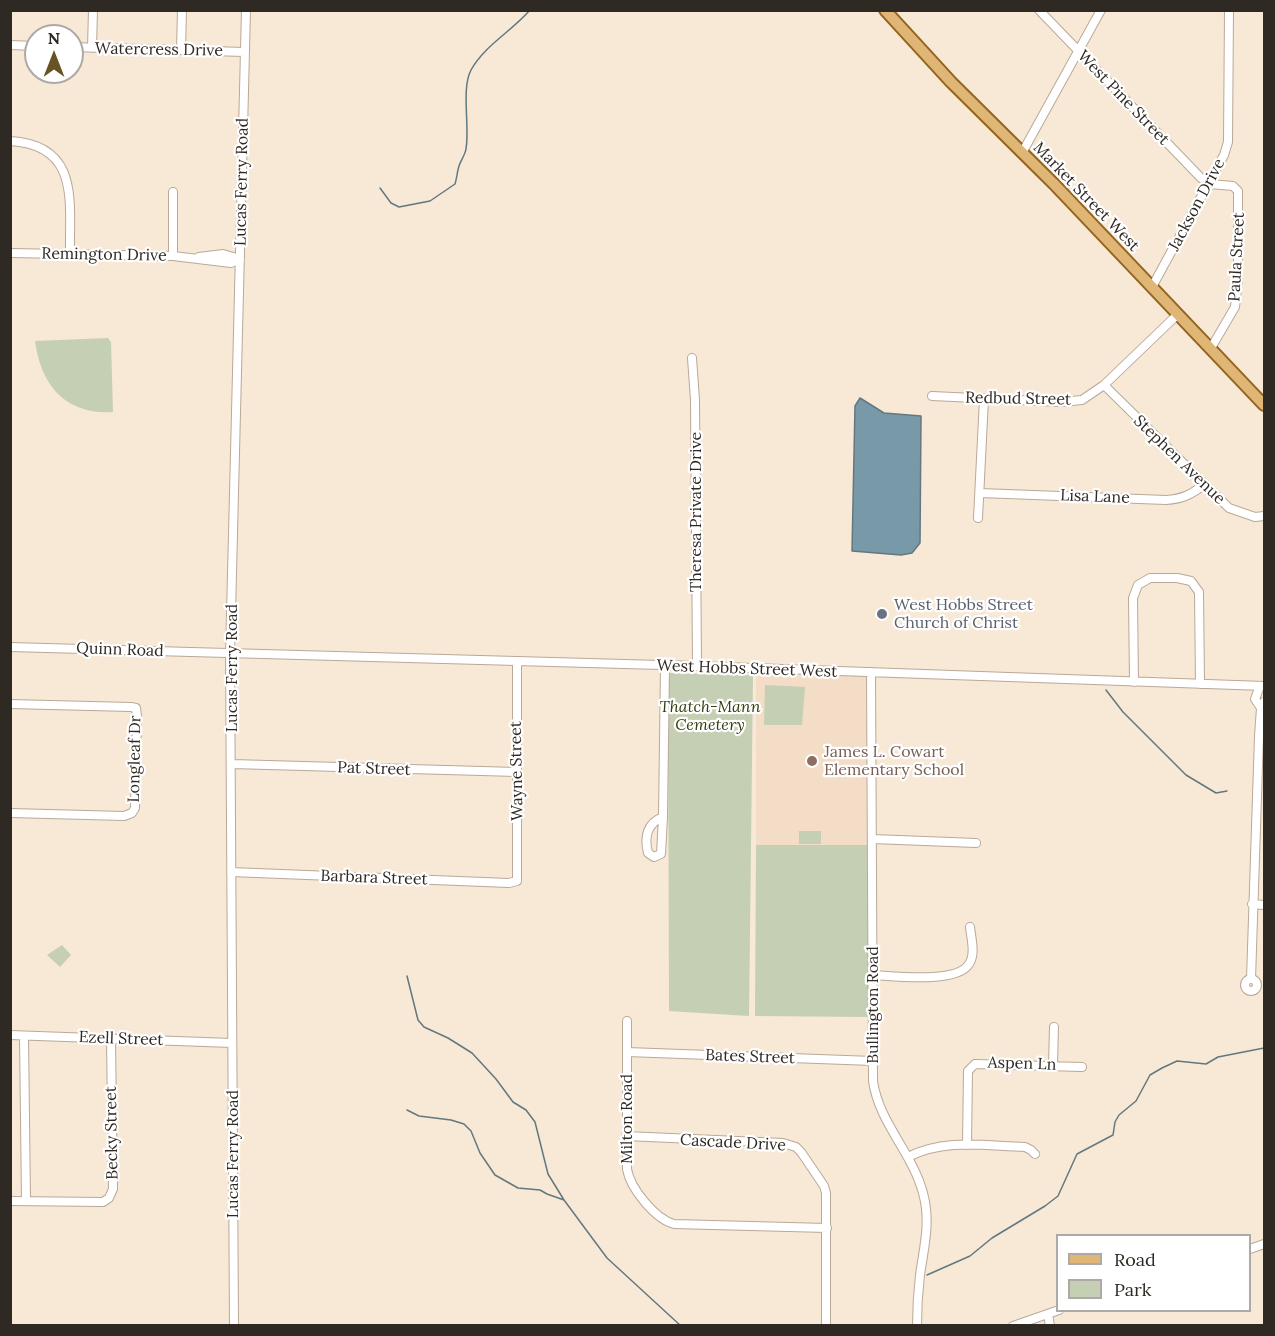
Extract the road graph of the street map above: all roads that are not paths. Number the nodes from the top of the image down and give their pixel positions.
1 (93, 10) edge
2 (182, 10) edge
3 (246, 10) edge
4 (885, 10) edge
5 (1039, 10) edge
6 (1101, 10) edge
7 (1229, 10) edge
8 (84, 48) edge
9 (93, 48) junction
10 (181, 50) junction
11 (245, 52) junction
12 (1079, 53) junction
13 (10, 141) edge
14 (1022, 153) junction
15 (1210, 184) junction
16 (173, 192) dead end
17 (10, 253) edge
18 (70, 254) junction
19 (173, 256) junction
20 (240, 259) junction
21 (1152, 287) junction
22 (1178, 314) junction
23 (1210, 348) junction
24 (692, 358) dead end
25 (1104, 385) junction
26 (932, 396) dead end
27 (984, 399) junction
28 (1264, 405) edge
29 (1205, 484) junction
30 (980, 493) junction
31 (1264, 516) edge
32 (978, 518) dead end
33 (10, 647) edge
34 (230, 654) junction
35 (517, 661) junction
36 (664, 666) junction
37 (697, 666) junction
38 (872, 672) junction
39 (1134, 682) junction
40 (1200, 684) junction
41 (1262, 686) edge
42 (1264, 695) edge
43 (10, 704) edge
44 (1263, 705) edge
45 (1262, 736) edge
46 (232, 764) junction
47 (517, 772) junction
48 (10, 813) edge
49 (663, 817) junction
50 (873, 839) junction
51 (976, 843) dead end
52 (231, 872) junction
53 (518, 881) joint
54 (1252, 904) junction
55 (1264, 905) edge
56 (970, 927) dead end
57 (873, 975) junction
58 (1260, 990) edge
59 (627, 1021) dead end
60 (1054, 1027) dead end
61 (10, 1035) edge
62 (24, 1036) junction
63 (111, 1039) junction
64 (232, 1043) junction
65 (627, 1052) junction
66 (873, 1061) junction
67 (1053, 1065) junction
68 (1082, 1067) dead end
69 (626, 1136) junction
70 (967, 1145) junction
71 (1035, 1154) dead end
72 (908, 1156) junction
73 (10, 1201) edge
74 (26, 1201) junction
75 (827, 1228) junction
76 (1056, 1312) edge
77 (1048, 1314) junction
78 (234, 1326) edge
79 (826, 1326) edge
80 (917, 1326) edge
81 (1013, 1326) edge
82 (1050, 1326) edge

1 - 9 street
2 - 10 street
3 - 11 street, Lucas Ferry Road
4 - 14 main road, Market Street West
5 - 12 street, West Pine Street
6 - 12 street
7 - 15 street, Jackson Drive
8 - 9 street, Watercress Drive
9 - 10 street, Watercress Drive
10 - 11 street, Watercress Drive
11 - 20 street, Lucas Ferry Road
12 - 14 street
12 - 15 street, West Pine Street
13 - 18 street
14 - 21 main road, Market Street West
15 - 21 street, Jackson Drive
15 - 23 street, Paula Street
16 - 19 street
17 - 18 street, Remington Drive
18 - 19 street, Remington Drive
19 - 20 street, Remington Drive
20 - 34 street, Lucas Ferry Road
21 - 22 main road, Market Street West
22 - 23 main road, Market Street West
22 - 25 street, Redbud Street
23 - 28 main road, Market Street West
24 - 37 street, Theresa Private Drive
25 - 27 street, Redbud Street
25 - 29 street, Stephen Avenue
26 - 27 street, Redbud Street
27 - 30 street
29 - 30 street, Lisa Lane
29 - 31 street, Stephen Avenue
30 - 32 street
33 - 34 street, Quinn Road
34 - 35 street, West Hobbs Street West
34 - 46 street, Lucas Ferry Road
35 - 36 street, West Hobbs Street West
35 - 47 street, Wayne Street
36 - 37 street, West Hobbs Street West
36 - 49 street
37 - 38 street, West Hobbs Street West
38 - 39 street, West Hobbs Street West
38 - 50 street, Bullington Road
39 - 40 street, West Hobbs Street West
39 - 40 street
40 - 41 street, West Hobbs Street West
41 - 42 street
41 - 44 street
43 - 48 street, Longleaf Dr
44 - 45 street
45 - 54 street
46 - 47 street, Pat Street
46 - 52 street, Lucas Ferry Road
47 - 53 street, Wayne Street
49 - 49 street
50 - 51 street
50 - 57 street, Bullington Road
52 - 53 street, Barbara Street
52 - 64 street, Lucas Ferry Road
54 - 55 street
54 - 58 street
56 - 57 street
57 - 66 street, Bullington Road
59 - 65 street, Milton Road
60 - 67 street
61 - 62 street, Ezell Street
62 - 63 street, Ezell Street
62 - 74 street
63 - 64 street, Ezell Street
63 - 74 street, Becky Street
64 - 78 street, Lucas Ferry Road
65 - 66 street, Bates Street
65 - 69 street, Milton Road
66 - 72 street, Bullington Road
67 - 68 street, Aspen Ln
67 - 70 street, Aspen Ln
69 - 75 street, Cascade Drive
69 - 75 street, Milton Road
70 - 71 street
70 - 72 street
72 - 80 street, Bullington Road
73 - 74 street, Becky Street
75 - 79 street, Cascade Drive
76 - 77 street
77 - 81 street
77 - 82 street

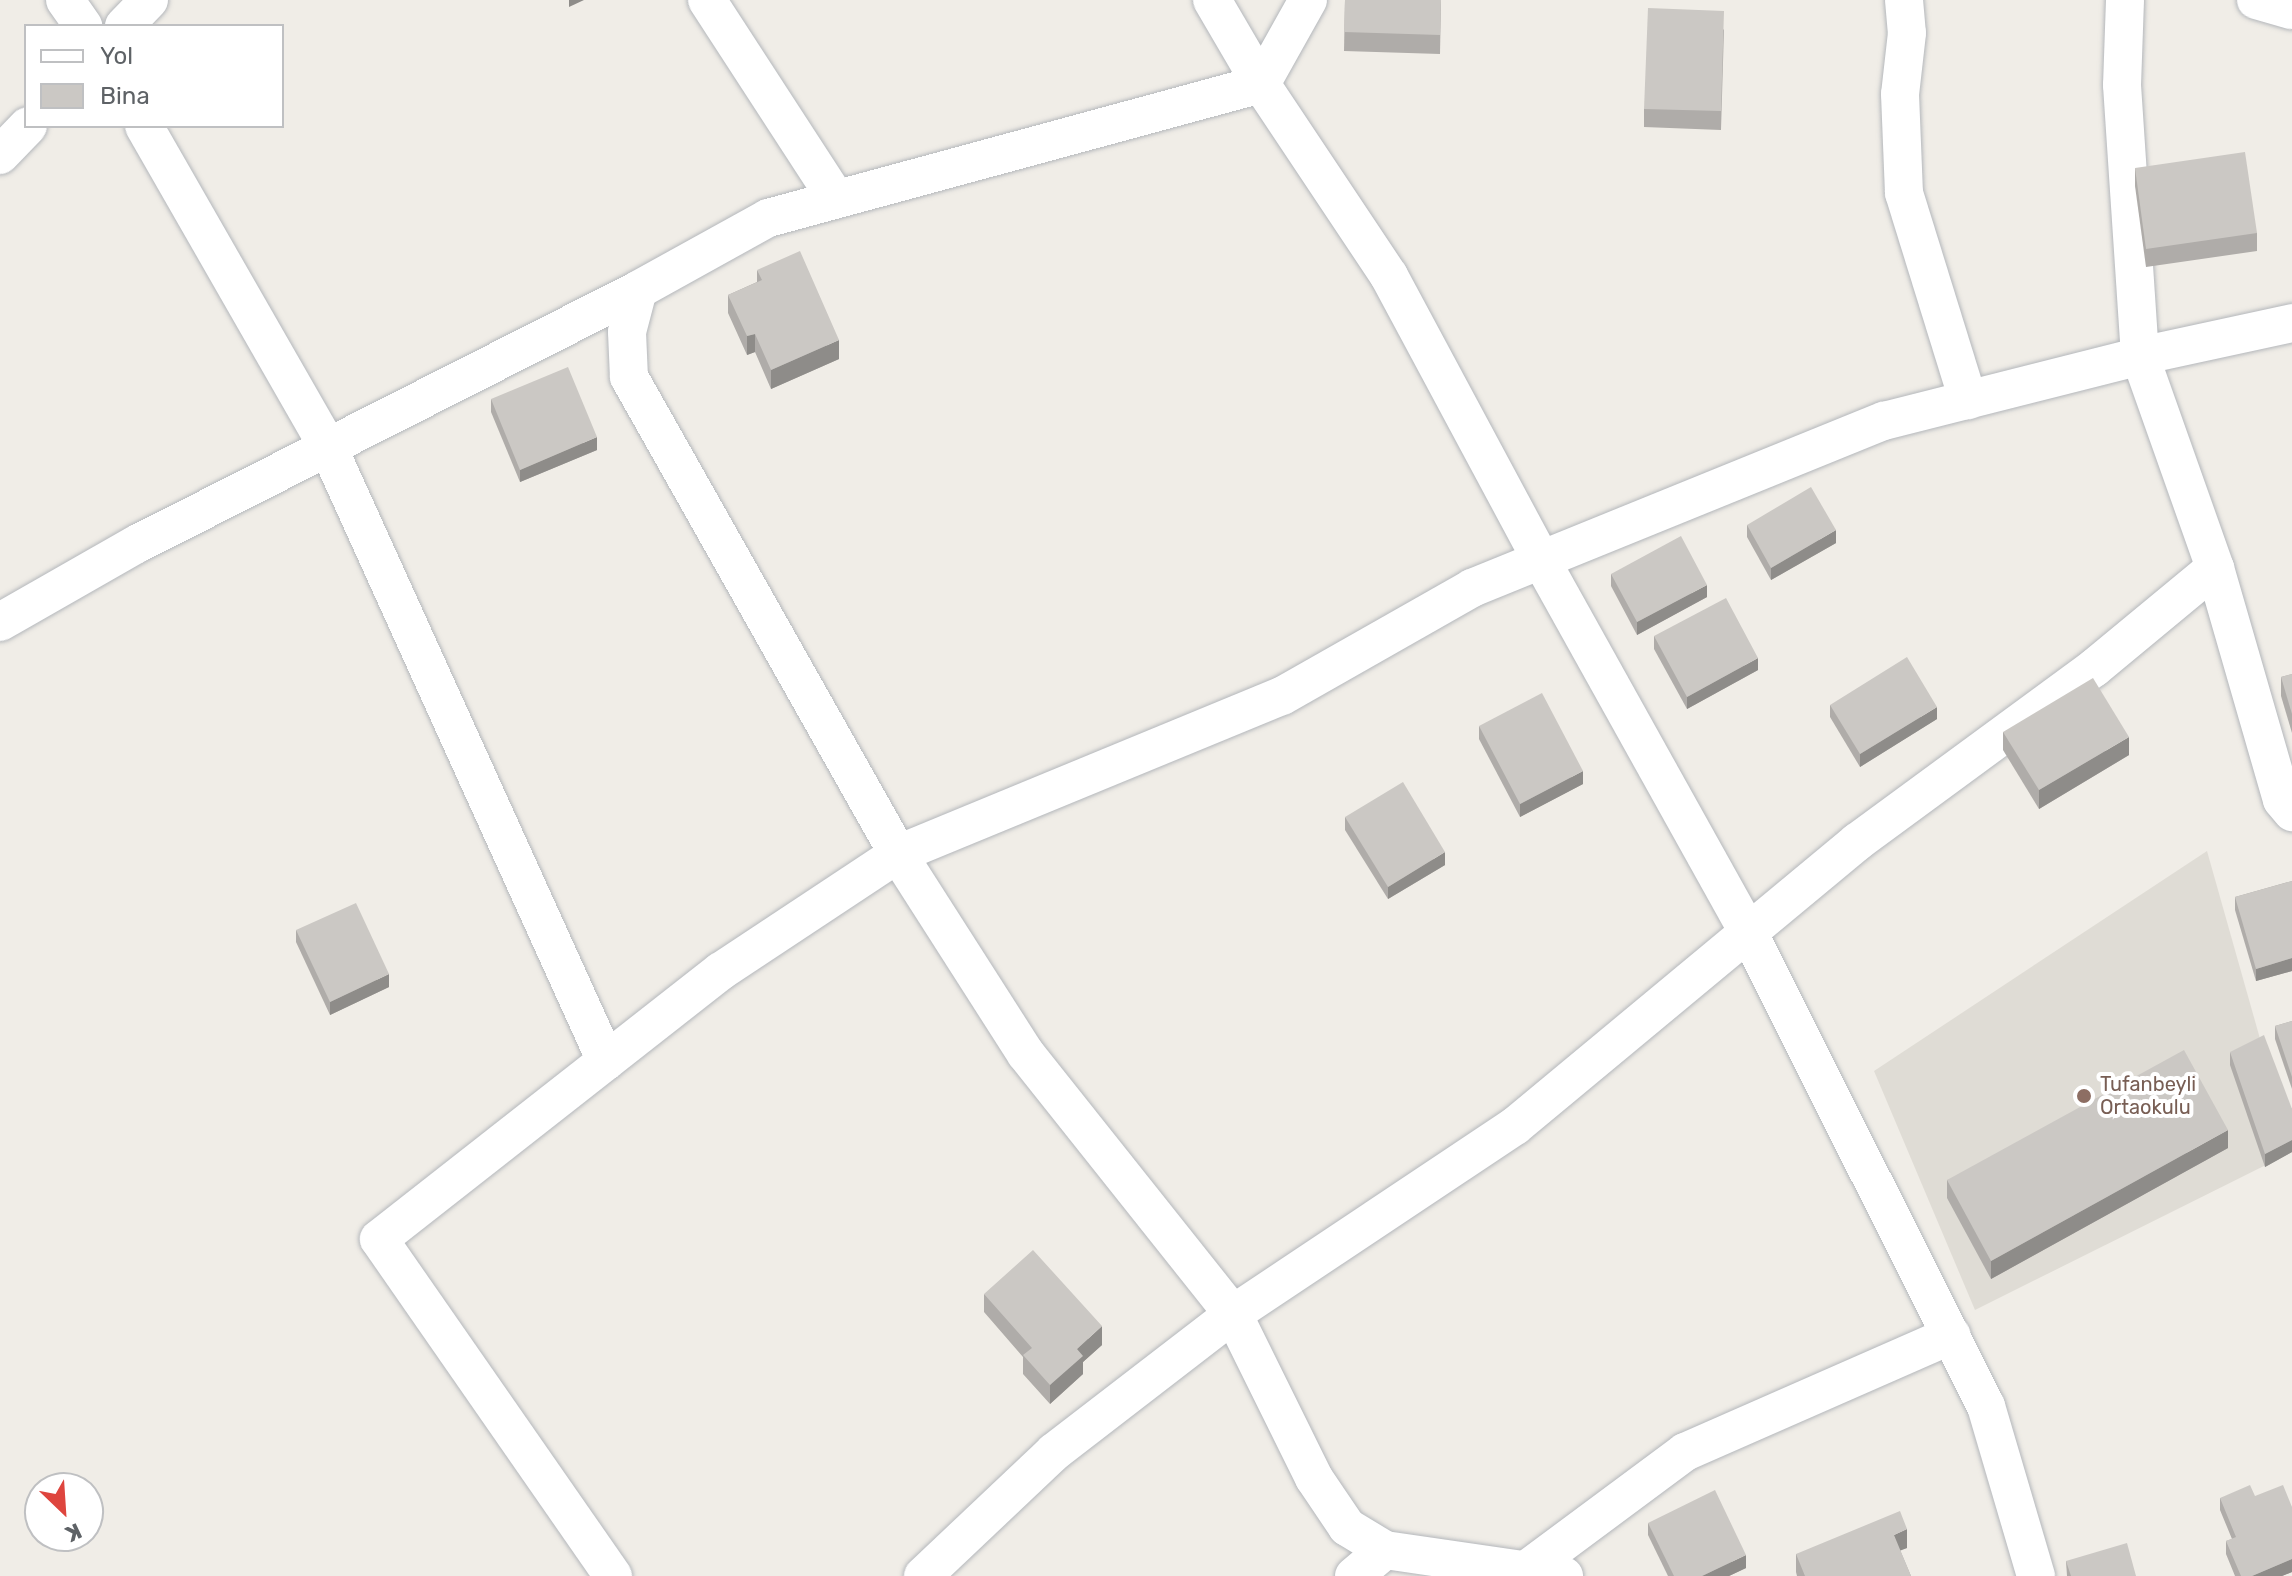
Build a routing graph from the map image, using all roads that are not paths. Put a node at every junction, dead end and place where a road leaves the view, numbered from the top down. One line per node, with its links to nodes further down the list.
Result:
1 (65, 0): 10 (street)
2 (149, 0): 11 (street)
3 (707, 0): 16 (street)
4 (1212, 0): 12 (street)
5 (1308, 0): 12 (street)
6 (1904, 0): 20 (street)
7 (2125, 0): 19 (street)
8 (2256, 0): 9 (street)
9 (2292, 10)
10 (82, 24)
11 (126, 24)
12 (1261, 84): 16 (street); 22 (street)
13 (26, 128): 15 (street)
14 (145, 128): 21 (street)
15 (0, 155)
16 (836, 199): 17 (street)
17 (638, 290): 21 (street); 26 (street)
18 (2292, 323): 19 (street)
19 (2140, 356): 20 (street); 23 (street)
20 (1968, 400): 22 (street)
21 (328, 447): 24 (street); 28 (street)
22 (1541, 560): 26 (street); 27 (street)
23 (2215, 568): 25 (street); 27 (street)
24 (0, 622)
25 (2292, 812)
26 (898, 854): 28 (street); 29 (street)
27 (1748, 932): 29 (street); 30 (street)
28 (606, 1061): 33 (street)
29 (1233, 1314): 31 (street); 34 (street)
30 (1951, 1335): 32 (street); 37 (street)
31 (1385, 1550): 32 (street); 35 (street)
32 (1526, 1570): 36 (street)
33 (613, 1576)
34 (923, 1576)
35 (1354, 1576)
36 (1564, 1576)
37 (2036, 1576)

────────────────────────────────────────

» Task statement:
Output exactly what runs from the line with "Build a routing" to the final line above, both lines included, and nothing else.

» Final answer:
Build a routing graph from the map image, using all roads that are not paths. Put a node at every junction, dead end and place where a road leaves the view, numbered from the top down. One line per node, with its links to nodes further down the list.
Result:
1 (65, 0): 10 (street)
2 (149, 0): 11 (street)
3 (707, 0): 16 (street)
4 (1212, 0): 12 (street)
5 (1308, 0): 12 (street)
6 (1904, 0): 20 (street)
7 (2125, 0): 19 (street)
8 (2256, 0): 9 (street)
9 (2292, 10)
10 (82, 24)
11 (126, 24)
12 (1261, 84): 16 (street); 22 (street)
13 (26, 128): 15 (street)
14 (145, 128): 21 (street)
15 (0, 155)
16 (836, 199): 17 (street)
17 (638, 290): 21 (street); 26 (street)
18 (2292, 323): 19 (street)
19 (2140, 356): 20 (street); 23 (street)
20 (1968, 400): 22 (street)
21 (328, 447): 24 (street); 28 (street)
22 (1541, 560): 26 (street); 27 (street)
23 (2215, 568): 25 (street); 27 (street)
24 (0, 622)
25 (2292, 812)
26 (898, 854): 28 (street); 29 (street)
27 (1748, 932): 29 (street); 30 (street)
28 (606, 1061): 33 (street)
29 (1233, 1314): 31 (street); 34 (street)
30 (1951, 1335): 32 (street); 37 (street)
31 (1385, 1550): 32 (street); 35 (street)
32 (1526, 1570): 36 (street)
33 (613, 1576)
34 (923, 1576)
35 (1354, 1576)
36 (1564, 1576)
37 (2036, 1576)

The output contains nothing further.